**Task objective**. For every line in the records below that holds "button", make a copy.

__________

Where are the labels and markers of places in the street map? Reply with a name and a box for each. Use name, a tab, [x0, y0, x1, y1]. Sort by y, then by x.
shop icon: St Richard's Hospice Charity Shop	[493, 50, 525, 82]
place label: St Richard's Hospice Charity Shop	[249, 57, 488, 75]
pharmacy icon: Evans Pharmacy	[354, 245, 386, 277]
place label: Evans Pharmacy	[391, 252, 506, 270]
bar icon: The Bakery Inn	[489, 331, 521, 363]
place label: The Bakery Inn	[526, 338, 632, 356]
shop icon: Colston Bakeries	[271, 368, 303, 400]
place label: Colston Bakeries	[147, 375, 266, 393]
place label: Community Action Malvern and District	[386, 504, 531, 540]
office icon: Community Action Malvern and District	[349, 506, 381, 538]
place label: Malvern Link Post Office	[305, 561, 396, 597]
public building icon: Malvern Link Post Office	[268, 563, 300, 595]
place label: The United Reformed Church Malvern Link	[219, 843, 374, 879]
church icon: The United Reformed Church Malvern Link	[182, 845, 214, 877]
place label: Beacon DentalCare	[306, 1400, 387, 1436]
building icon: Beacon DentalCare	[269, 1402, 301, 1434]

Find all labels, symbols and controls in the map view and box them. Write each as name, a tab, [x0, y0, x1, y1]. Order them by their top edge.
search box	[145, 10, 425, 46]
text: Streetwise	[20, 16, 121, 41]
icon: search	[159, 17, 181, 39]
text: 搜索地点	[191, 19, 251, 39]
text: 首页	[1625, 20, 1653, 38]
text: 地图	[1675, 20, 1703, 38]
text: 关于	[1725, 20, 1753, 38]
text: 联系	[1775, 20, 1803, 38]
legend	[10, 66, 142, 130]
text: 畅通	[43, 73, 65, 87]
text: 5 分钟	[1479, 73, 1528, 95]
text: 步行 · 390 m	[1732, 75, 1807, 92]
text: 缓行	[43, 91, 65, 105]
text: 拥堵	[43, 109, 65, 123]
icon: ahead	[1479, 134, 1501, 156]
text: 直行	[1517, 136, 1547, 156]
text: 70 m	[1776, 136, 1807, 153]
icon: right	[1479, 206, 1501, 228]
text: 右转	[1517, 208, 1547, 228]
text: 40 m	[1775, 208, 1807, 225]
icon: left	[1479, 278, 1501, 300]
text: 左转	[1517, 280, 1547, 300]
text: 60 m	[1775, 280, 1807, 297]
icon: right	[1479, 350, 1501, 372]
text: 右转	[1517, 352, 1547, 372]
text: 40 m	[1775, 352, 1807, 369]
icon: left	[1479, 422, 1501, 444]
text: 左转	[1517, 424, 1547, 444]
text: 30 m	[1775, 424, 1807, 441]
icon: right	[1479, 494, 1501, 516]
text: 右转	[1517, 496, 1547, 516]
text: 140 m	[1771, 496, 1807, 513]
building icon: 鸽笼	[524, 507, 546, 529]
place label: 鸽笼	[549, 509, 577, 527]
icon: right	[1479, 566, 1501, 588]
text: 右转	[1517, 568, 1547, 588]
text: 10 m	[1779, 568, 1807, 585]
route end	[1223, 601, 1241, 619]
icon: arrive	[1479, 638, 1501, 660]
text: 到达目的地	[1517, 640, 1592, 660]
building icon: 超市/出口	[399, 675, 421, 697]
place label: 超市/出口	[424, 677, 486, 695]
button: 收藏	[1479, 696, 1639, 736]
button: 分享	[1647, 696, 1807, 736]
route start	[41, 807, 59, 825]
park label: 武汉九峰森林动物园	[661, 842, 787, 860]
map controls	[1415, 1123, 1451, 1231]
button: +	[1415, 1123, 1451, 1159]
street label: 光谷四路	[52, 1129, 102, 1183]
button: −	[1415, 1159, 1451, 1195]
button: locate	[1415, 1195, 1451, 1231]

__________

**Solution to this problem**.
button: 收藏	[1479, 696, 1639, 736]
button: 分享	[1647, 696, 1807, 736]
button: +	[1415, 1123, 1451, 1159]
button: −	[1415, 1159, 1451, 1195]
button: locate	[1415, 1195, 1451, 1231]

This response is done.